Description of the task –
When you transcribe the entries below, keep the wording exact and omit the pictures.
===== Available data =====
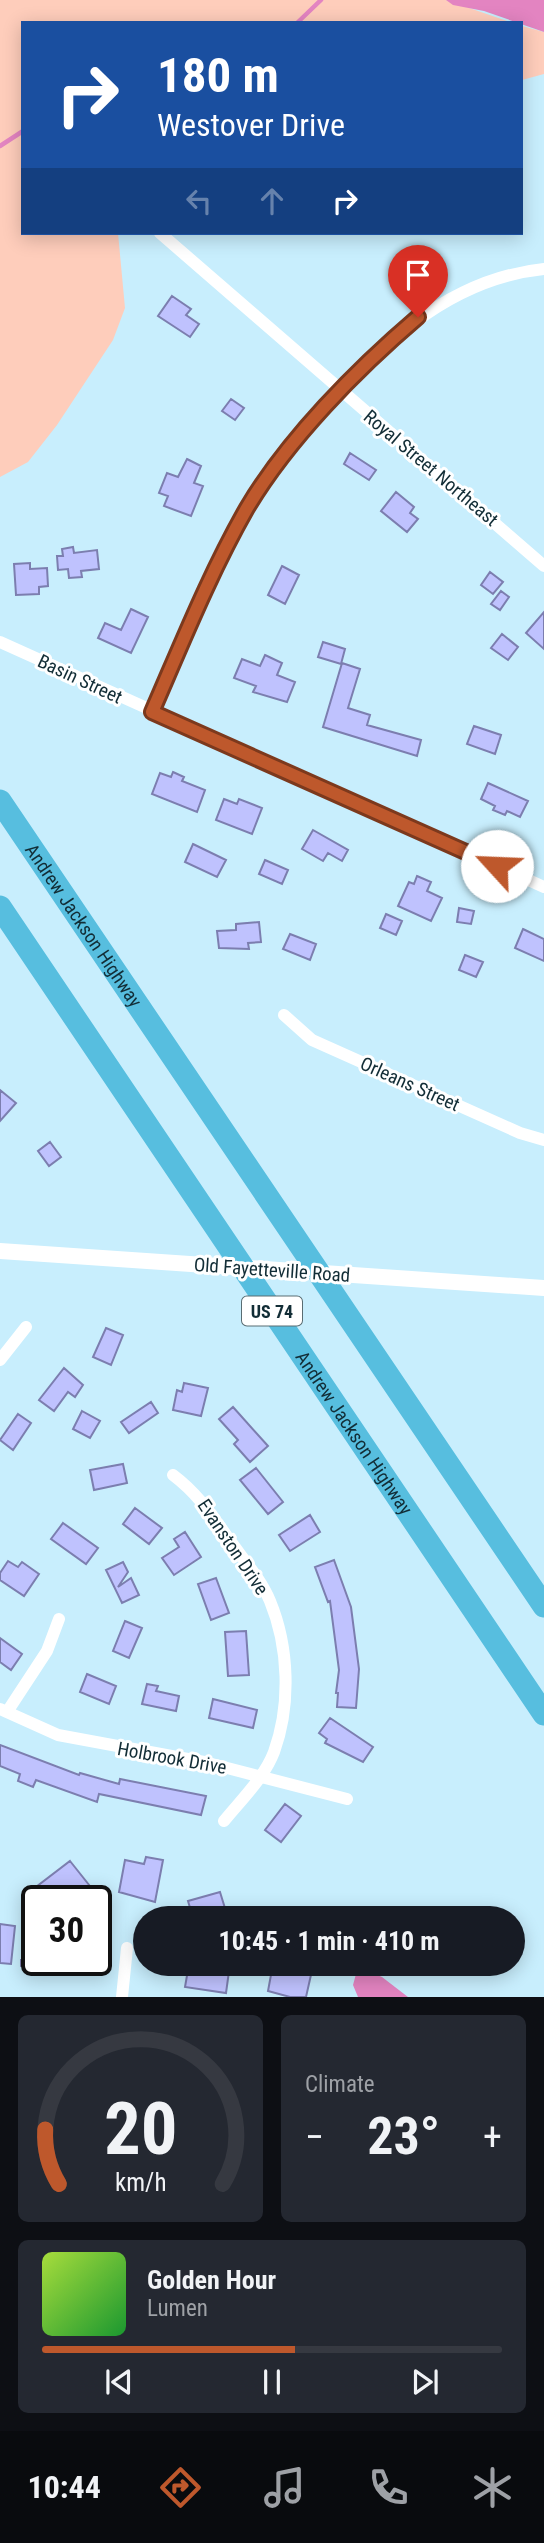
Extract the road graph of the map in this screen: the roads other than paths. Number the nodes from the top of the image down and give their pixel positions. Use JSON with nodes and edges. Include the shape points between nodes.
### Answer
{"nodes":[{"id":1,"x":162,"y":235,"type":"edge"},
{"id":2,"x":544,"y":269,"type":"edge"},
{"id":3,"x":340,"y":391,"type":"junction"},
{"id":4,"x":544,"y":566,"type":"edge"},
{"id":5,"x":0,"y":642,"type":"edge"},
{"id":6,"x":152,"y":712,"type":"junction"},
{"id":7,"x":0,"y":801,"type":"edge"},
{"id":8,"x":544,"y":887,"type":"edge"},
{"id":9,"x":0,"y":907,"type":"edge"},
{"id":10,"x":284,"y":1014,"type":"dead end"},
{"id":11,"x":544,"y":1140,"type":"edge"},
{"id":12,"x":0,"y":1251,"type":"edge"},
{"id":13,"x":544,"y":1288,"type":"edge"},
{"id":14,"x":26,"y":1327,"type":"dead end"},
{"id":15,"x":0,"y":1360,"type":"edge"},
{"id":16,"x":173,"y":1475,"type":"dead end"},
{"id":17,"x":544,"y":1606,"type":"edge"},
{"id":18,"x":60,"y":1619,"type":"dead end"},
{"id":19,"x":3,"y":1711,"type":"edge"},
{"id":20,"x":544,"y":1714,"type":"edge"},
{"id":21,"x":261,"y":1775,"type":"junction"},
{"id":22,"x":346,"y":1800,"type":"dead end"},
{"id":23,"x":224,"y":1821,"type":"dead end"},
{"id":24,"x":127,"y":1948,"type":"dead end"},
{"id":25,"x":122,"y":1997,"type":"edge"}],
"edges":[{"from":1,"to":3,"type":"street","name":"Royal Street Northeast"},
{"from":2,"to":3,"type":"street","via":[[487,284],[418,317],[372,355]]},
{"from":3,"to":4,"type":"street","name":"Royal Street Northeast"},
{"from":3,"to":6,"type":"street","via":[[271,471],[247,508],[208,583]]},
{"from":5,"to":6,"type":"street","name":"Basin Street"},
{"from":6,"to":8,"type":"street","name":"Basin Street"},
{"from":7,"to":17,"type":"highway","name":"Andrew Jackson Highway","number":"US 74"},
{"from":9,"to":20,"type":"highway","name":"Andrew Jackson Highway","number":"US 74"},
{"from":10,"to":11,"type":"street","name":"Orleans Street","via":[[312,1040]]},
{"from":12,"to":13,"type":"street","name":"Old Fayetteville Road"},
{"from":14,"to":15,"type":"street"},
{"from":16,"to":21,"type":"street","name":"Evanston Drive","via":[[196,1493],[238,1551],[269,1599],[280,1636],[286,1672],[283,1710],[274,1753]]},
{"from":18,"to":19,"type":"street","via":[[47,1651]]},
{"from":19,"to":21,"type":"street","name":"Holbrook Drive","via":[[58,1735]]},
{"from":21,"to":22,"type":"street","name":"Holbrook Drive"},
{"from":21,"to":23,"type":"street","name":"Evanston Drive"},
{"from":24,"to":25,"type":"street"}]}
=====
Response area –
Extract the road graph of the map in this screen: the roads other than paths. Number the nodes from the top of the image down and give their pixel positions. Use JSON with nodes and edges. Include the shape points between nodes.
### Answer
{"nodes":[{"id":1,"x":162,"y":235,"type":"edge"},
{"id":2,"x":544,"y":269,"type":"edge"},
{"id":3,"x":340,"y":391,"type":"junction"},
{"id":4,"x":544,"y":566,"type":"edge"},
{"id":5,"x":0,"y":642,"type":"edge"},
{"id":6,"x":152,"y":712,"type":"junction"},
{"id":7,"x":0,"y":801,"type":"edge"},
{"id":8,"x":544,"y":887,"type":"edge"},
{"id":9,"x":0,"y":907,"type":"edge"},
{"id":10,"x":284,"y":1014,"type":"dead end"},
{"id":11,"x":544,"y":1140,"type":"edge"},
{"id":12,"x":0,"y":1251,"type":"edge"},
{"id":13,"x":544,"y":1288,"type":"edge"},
{"id":14,"x":26,"y":1327,"type":"dead end"},
{"id":15,"x":0,"y":1360,"type":"edge"},
{"id":16,"x":173,"y":1475,"type":"dead end"},
{"id":17,"x":544,"y":1606,"type":"edge"},
{"id":18,"x":60,"y":1619,"type":"dead end"},
{"id":19,"x":3,"y":1711,"type":"edge"},
{"id":20,"x":544,"y":1714,"type":"edge"},
{"id":21,"x":261,"y":1775,"type":"junction"},
{"id":22,"x":346,"y":1800,"type":"dead end"},
{"id":23,"x":224,"y":1821,"type":"dead end"},
{"id":24,"x":127,"y":1948,"type":"dead end"},
{"id":25,"x":122,"y":1997,"type":"edge"}],
"edges":[{"from":1,"to":3,"type":"street","name":"Royal Street Northeast"},
{"from":2,"to":3,"type":"street","via":[[487,284],[418,317],[372,355]]},
{"from":3,"to":4,"type":"street","name":"Royal Street Northeast"},
{"from":3,"to":6,"type":"street","via":[[271,471],[247,508],[208,583]]},
{"from":5,"to":6,"type":"street","name":"Basin Street"},
{"from":6,"to":8,"type":"street","name":"Basin Street"},
{"from":7,"to":17,"type":"highway","name":"Andrew Jackson Highway","number":"US 74"},
{"from":9,"to":20,"type":"highway","name":"Andrew Jackson Highway","number":"US 74"},
{"from":10,"to":11,"type":"street","name":"Orleans Street","via":[[312,1040]]},
{"from":12,"to":13,"type":"street","name":"Old Fayetteville Road"},
{"from":14,"to":15,"type":"street"},
{"from":16,"to":21,"type":"street","name":"Evanston Drive","via":[[196,1493],[238,1551],[269,1599],[280,1636],[286,1672],[283,1710],[274,1753]]},
{"from":18,"to":19,"type":"street","via":[[47,1651]]},
{"from":19,"to":21,"type":"street","name":"Holbrook Drive","via":[[58,1735]]},
{"from":21,"to":22,"type":"street","name":"Holbrook Drive"},
{"from":21,"to":23,"type":"street","name":"Evanston Drive"},
{"from":24,"to":25,"type":"street"}]}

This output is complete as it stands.